Most marketers understand that online reviews have a significant influence on consumer purchasing behavior. According to a 2013 Nielsen study, 84 percent of consumers cited “word-of-mouth recommendations” as the most trusted source of influence when considering a brand. Following referrals, the most trusted sources that drive perceptions of a brand is the company’s website (69 percent) and online reviews (68 percent). Whether your business operates via a brick and mortar location or exclusively online, you need to monitor what people are saying about you and constructively respond to ensure your online business reputation is positive.

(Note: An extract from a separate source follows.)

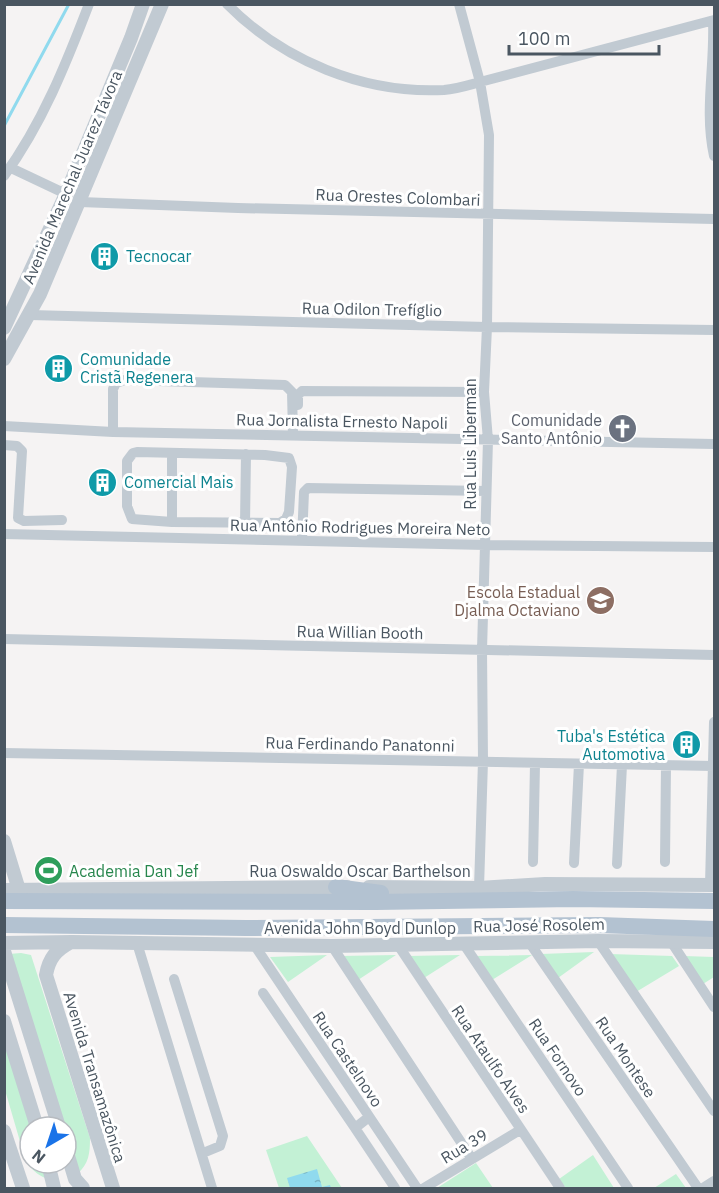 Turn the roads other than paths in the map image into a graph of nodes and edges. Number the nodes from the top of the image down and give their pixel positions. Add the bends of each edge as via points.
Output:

Recently I was asked by a marketer whether or not I would recommend including online reviews on their company website and if so, would I suggest filtering out bad reviews? Because every client is different with unique objectives for their website and variables to consider, SA does not have a one-size fits all policy or position on this specific topic. From a website optimization perspective, there is value in sharing reviews through your company website – to what degree is the question.
Here are some general guidelines we encourage our clients to consider when adding online reviews on their website.
1. Virtually yours. Your website is the online equivalent of a physical store, showroom or place of business. Think of the end-user (UX) when deciding how to present your content, products or services to visitors, ensuring that it is presented accurately and, when applicable, aligned with brand standards. Where does it make sense to display your reviews? Your website is the only space you truly own online, so maintain control over it.
2. E-commerce or information – that is the question. The gauge for displaying online reviews filtered or unfiltered (within reason of course) depends upon the purpose of the website: Are you trying to inform someone about your products and services or make an online purchase? If the website is an e-commerce site, it is expected that you present all reviews of that product (good and bad); think Wal-Mart, eBay, Amazon, etc. However, there is no expectation or obligation to display content on a brand information site that besmirches the very same product or service the website was developed by the brand to promote.
3. Two sides to every story. As mentioned earlier, 69 percent of consumer trust what they read on a company website, while 68 percent also trust consumer reviews. If you are going to allow reviews to appear on your website, especially negative reviews, it is critical to publish your response. A negative review or comment on your website is very similar to a person holding a sign in your showroom; simply tell your side of the story in a non-combative way. The goal is to defuse the situation, not inflame it.
4. Threshold of pain. If you decide to include positive and negative reviews on an information site, you should pre-determine what your tolerance for criticism is. Few will believe that you are a perfect 5-star with every customer, so a few 4 and 3 scores is expected. However, if someone is scoring you a 1 or 2 rating, it may be best to connect with that customer and resolve the issue offline versus allowing them to create a negative feeling about your company when prospects are doing their research on your site. Allowing extremely negative reviews to remain on the site can have consequences not only on sales, but also on the morale of the people working for you.
5. Read all about it. If you decide to limit the reviews displayed on your site to a minimum score or higher, you should preface them with a statement such as “Read what our satisfied customers have to say…” or similar. Use a graphic element to draw attention to them and keep them reasonably fresh without using a call-out plugin that can potentially slow the speed of your site.